INFORMATION GIVEN
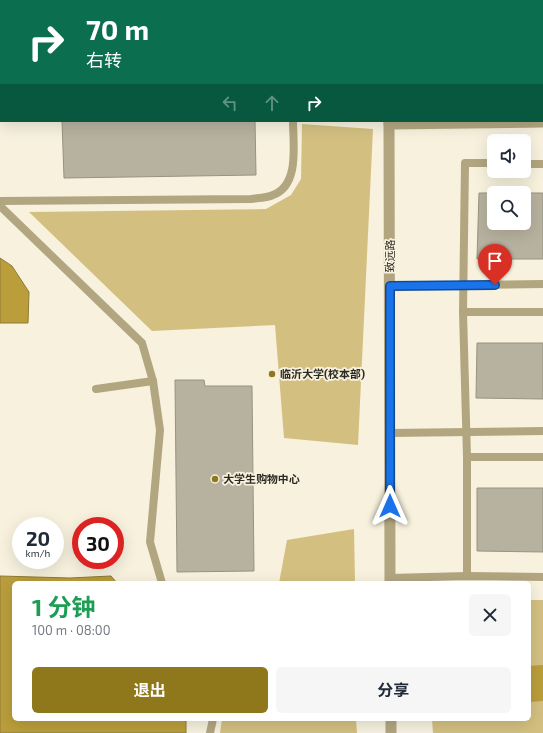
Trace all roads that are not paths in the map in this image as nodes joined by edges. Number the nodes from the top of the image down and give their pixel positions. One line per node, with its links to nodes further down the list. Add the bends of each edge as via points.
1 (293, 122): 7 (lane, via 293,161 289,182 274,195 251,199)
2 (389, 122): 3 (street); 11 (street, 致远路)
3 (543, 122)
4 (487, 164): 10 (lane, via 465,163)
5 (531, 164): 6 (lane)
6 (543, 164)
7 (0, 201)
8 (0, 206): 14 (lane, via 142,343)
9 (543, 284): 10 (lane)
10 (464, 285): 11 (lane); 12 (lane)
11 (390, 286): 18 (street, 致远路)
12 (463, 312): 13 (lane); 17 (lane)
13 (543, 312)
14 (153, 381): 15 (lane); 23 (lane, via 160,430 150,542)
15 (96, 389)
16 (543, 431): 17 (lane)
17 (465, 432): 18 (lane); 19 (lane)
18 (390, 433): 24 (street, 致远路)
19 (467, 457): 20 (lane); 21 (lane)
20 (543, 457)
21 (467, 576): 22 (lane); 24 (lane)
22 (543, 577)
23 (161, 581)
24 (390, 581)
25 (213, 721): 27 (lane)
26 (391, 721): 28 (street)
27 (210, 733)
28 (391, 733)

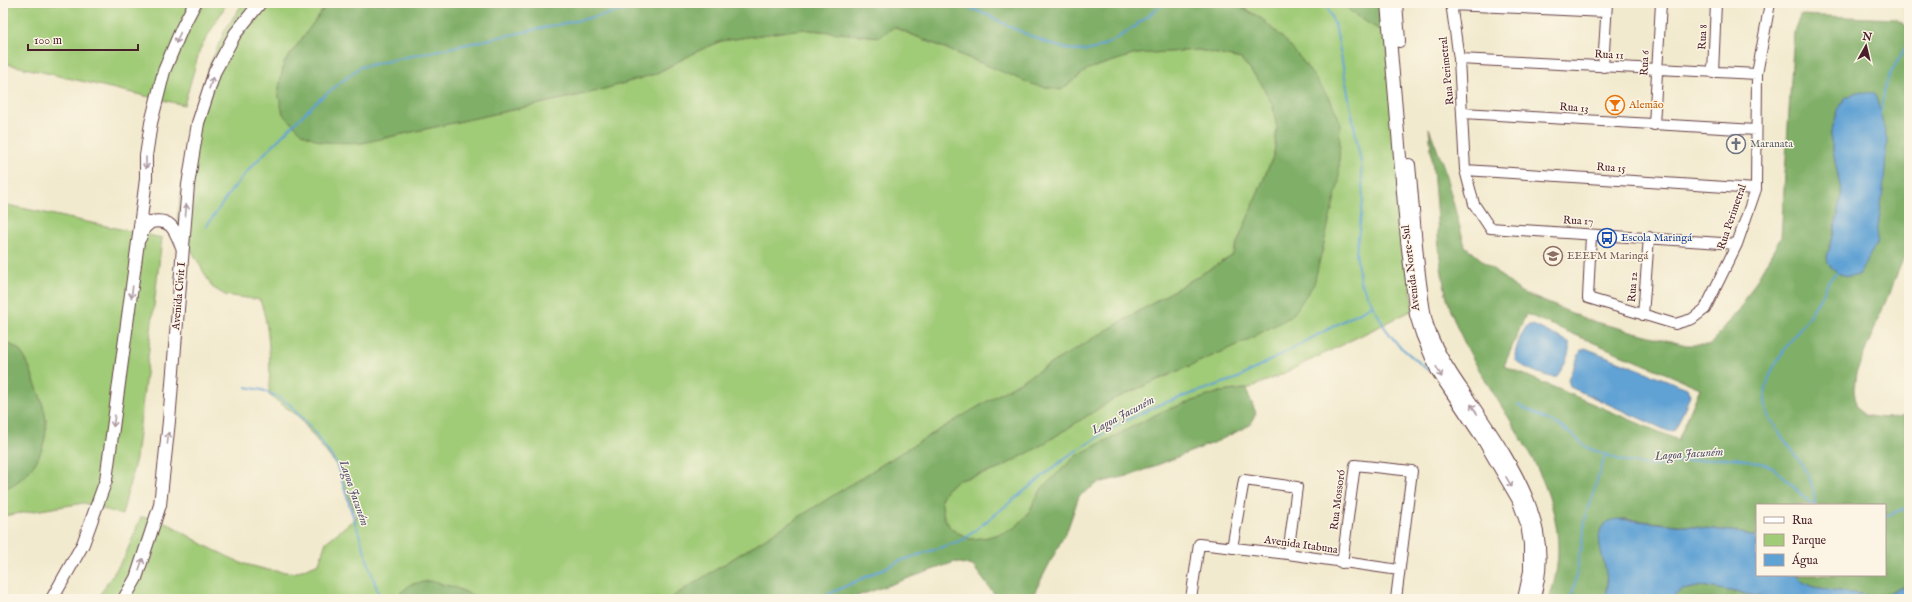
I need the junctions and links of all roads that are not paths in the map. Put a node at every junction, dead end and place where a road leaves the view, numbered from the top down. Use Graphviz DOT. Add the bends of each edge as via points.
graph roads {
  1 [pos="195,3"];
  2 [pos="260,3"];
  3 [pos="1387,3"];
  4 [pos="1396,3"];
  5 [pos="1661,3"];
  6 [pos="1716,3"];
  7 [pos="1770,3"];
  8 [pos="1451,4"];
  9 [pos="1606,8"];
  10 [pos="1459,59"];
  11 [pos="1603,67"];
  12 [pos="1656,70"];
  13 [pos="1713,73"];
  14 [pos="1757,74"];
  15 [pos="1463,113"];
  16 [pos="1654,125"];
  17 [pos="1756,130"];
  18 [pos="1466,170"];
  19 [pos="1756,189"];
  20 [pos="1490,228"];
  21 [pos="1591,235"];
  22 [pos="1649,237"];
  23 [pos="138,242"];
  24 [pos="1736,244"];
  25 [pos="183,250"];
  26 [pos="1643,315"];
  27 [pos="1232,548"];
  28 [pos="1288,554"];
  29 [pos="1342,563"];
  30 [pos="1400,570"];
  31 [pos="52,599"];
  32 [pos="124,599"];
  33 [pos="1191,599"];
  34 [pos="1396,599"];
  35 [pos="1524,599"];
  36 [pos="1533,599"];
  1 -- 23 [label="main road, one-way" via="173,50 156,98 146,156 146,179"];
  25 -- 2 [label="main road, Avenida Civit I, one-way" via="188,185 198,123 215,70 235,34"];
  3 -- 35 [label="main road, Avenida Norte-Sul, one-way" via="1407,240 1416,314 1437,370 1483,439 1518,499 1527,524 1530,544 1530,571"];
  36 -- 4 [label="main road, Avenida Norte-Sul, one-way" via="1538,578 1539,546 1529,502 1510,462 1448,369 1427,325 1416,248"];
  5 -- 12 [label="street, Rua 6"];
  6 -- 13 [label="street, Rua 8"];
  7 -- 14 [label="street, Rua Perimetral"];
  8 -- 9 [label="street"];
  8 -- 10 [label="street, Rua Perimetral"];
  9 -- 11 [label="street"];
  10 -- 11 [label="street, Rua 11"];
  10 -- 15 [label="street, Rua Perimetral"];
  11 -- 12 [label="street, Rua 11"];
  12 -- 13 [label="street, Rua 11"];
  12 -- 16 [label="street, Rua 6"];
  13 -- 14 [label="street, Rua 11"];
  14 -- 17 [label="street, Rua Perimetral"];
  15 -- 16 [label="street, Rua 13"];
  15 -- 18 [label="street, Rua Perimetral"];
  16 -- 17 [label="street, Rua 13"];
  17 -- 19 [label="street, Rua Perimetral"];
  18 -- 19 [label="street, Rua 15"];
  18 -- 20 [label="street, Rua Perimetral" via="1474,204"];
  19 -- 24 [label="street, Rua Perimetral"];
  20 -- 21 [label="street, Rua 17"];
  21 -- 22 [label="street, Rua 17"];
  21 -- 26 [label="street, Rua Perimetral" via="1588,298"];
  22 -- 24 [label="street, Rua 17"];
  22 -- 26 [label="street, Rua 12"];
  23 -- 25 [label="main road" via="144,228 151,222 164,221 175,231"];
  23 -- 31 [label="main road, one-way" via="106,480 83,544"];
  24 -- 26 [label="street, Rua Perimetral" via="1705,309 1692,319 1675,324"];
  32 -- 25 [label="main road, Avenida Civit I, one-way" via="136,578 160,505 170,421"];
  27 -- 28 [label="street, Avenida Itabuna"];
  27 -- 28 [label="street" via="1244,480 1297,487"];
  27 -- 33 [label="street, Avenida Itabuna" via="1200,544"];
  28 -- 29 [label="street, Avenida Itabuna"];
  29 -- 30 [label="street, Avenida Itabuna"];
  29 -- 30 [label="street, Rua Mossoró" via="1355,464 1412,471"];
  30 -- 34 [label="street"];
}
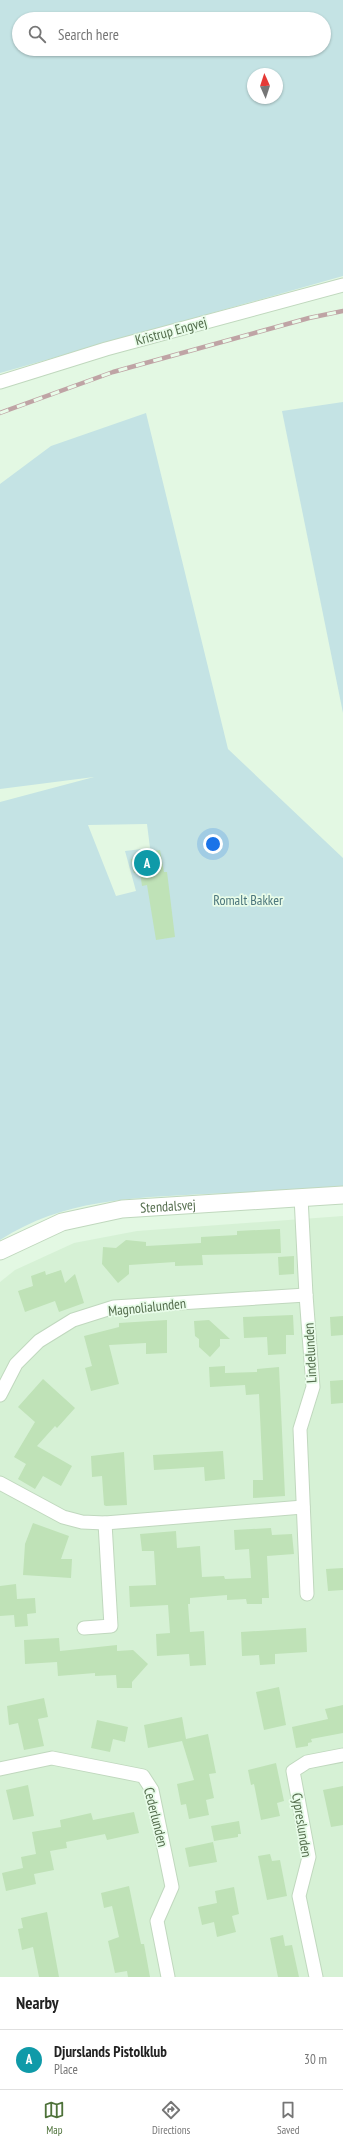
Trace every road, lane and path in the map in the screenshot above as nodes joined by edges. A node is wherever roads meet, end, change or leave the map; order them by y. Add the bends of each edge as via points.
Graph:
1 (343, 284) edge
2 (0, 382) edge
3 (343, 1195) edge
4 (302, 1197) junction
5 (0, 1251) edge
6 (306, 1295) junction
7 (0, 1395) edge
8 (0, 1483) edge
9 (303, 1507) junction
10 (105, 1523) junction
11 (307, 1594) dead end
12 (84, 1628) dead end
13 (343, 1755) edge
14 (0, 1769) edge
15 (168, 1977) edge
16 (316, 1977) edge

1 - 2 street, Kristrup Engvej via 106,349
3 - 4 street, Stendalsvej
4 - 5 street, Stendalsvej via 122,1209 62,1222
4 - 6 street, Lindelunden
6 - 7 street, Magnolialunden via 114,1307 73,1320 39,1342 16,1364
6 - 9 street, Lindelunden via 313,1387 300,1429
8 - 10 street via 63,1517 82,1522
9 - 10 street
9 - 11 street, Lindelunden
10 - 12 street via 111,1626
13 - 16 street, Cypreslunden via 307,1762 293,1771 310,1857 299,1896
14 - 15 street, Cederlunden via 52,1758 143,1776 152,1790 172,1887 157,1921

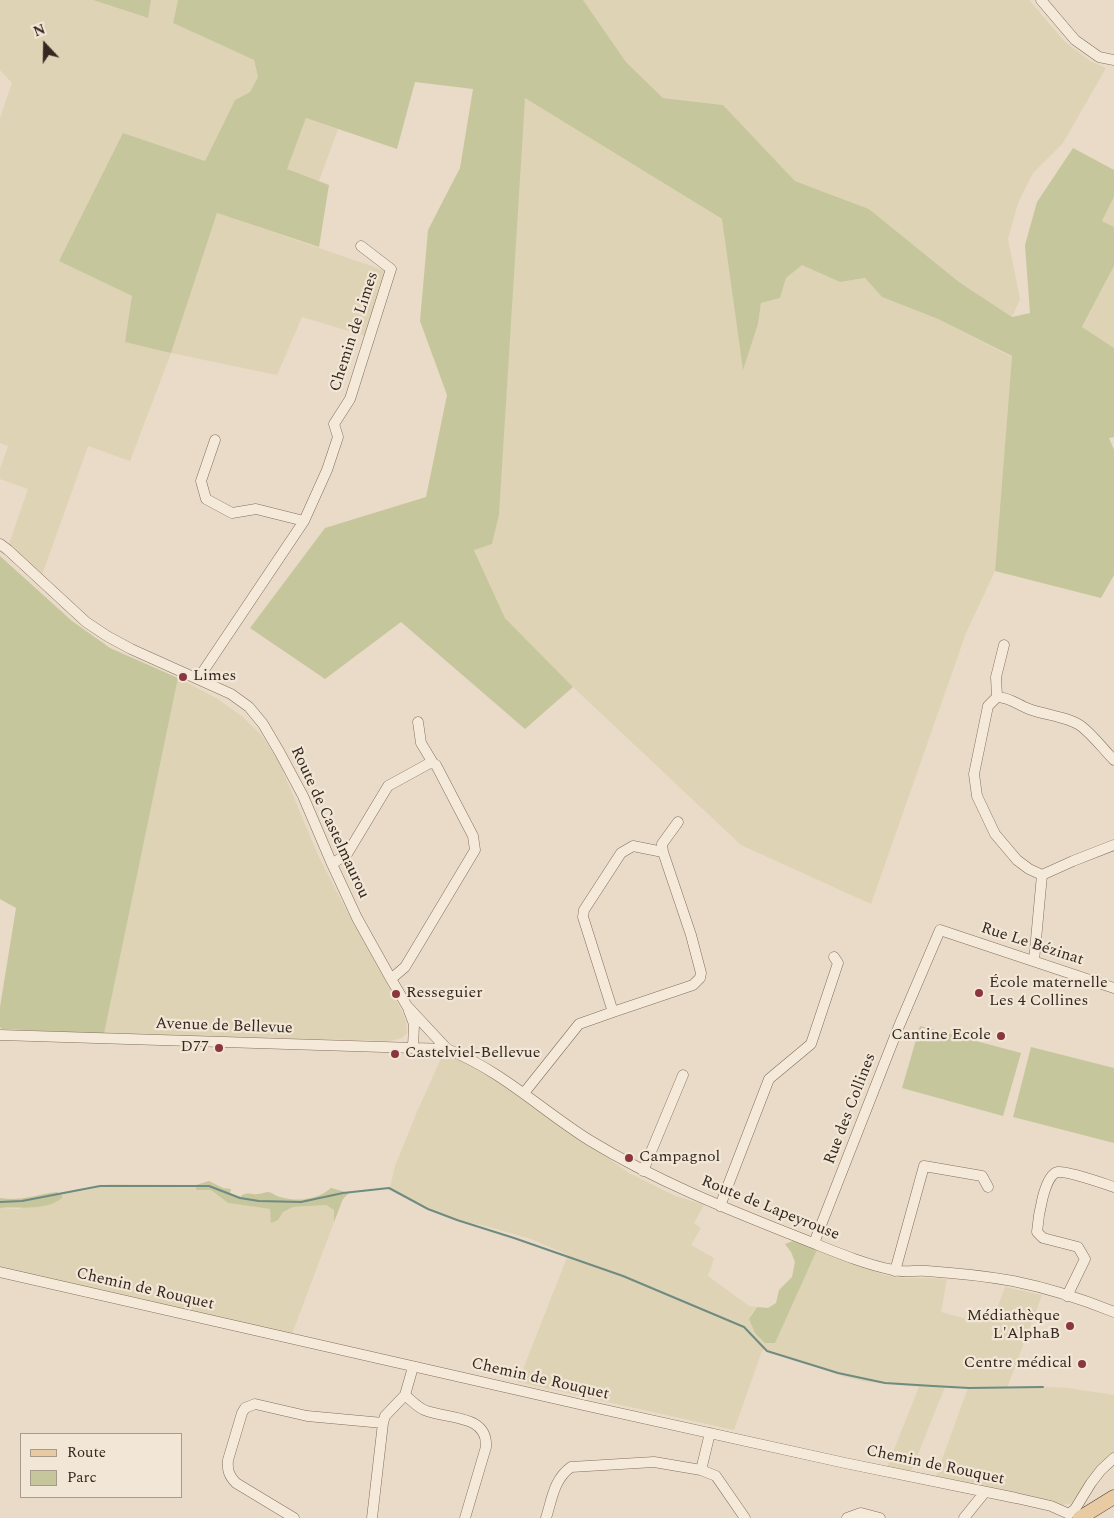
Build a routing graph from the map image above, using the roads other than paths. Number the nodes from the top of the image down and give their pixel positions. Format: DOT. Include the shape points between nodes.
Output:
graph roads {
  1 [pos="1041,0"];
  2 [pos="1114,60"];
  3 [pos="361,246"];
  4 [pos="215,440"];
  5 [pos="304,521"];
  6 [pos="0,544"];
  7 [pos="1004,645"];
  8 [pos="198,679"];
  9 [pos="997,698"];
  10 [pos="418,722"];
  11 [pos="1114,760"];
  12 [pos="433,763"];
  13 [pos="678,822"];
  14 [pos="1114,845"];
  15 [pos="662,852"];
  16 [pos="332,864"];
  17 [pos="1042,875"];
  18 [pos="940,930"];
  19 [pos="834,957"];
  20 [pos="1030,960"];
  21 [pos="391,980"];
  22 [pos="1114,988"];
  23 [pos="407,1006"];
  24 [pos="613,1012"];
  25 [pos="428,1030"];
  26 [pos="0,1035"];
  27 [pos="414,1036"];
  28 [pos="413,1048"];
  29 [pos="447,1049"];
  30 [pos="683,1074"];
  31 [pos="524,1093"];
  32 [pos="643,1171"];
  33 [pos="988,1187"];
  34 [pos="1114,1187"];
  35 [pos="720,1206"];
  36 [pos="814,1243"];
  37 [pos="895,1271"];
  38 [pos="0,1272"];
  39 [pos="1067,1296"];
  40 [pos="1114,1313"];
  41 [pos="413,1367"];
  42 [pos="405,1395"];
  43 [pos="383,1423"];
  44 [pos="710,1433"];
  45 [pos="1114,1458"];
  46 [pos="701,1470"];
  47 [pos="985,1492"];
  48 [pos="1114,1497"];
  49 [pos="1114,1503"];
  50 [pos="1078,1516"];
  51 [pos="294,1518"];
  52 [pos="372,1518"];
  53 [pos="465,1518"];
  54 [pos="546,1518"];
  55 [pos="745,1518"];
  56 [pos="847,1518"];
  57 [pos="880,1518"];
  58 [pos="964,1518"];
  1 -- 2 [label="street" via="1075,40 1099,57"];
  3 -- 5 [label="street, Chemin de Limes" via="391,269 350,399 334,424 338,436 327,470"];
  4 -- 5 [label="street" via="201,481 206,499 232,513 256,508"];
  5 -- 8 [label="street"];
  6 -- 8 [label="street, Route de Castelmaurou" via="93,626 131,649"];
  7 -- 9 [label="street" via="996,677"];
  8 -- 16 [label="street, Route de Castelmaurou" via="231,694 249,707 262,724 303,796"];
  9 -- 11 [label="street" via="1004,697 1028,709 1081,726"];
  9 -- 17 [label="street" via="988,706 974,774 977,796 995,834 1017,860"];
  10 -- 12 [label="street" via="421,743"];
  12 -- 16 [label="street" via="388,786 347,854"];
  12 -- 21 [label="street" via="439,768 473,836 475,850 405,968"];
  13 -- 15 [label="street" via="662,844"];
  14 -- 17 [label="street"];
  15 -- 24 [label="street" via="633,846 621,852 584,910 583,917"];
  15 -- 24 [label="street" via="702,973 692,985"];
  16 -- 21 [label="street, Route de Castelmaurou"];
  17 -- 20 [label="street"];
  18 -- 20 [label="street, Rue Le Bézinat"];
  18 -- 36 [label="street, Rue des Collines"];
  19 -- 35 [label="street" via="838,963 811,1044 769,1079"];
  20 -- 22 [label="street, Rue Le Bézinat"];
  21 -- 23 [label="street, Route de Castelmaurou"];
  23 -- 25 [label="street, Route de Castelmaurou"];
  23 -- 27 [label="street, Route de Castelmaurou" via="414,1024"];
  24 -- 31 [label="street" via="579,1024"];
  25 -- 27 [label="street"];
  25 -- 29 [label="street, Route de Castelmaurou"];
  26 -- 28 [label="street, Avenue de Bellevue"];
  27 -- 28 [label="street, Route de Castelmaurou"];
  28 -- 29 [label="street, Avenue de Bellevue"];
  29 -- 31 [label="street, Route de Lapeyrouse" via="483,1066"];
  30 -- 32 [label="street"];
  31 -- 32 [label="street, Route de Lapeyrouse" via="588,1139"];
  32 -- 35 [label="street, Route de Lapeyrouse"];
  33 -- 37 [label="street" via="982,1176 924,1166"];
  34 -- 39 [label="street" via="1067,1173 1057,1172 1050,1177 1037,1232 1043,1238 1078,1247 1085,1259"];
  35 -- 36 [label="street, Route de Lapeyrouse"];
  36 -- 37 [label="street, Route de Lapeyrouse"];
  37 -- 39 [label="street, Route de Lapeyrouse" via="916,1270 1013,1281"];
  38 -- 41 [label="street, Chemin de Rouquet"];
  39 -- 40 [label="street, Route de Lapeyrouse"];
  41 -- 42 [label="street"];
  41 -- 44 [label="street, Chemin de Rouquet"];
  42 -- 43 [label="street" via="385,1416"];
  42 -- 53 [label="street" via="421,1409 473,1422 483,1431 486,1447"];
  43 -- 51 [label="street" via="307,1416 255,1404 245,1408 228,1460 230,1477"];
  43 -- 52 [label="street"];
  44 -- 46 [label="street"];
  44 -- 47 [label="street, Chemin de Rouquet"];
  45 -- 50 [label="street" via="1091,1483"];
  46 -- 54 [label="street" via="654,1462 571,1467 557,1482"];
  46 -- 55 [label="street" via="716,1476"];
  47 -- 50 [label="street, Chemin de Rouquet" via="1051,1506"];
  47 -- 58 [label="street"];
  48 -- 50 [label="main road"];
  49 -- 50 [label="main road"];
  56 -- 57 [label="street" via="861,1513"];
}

ACTION ITEM
Within the entries above, report how many lines include "Itabuna", and keep the answer to the number.

REPLY TO THE EXERCISE
4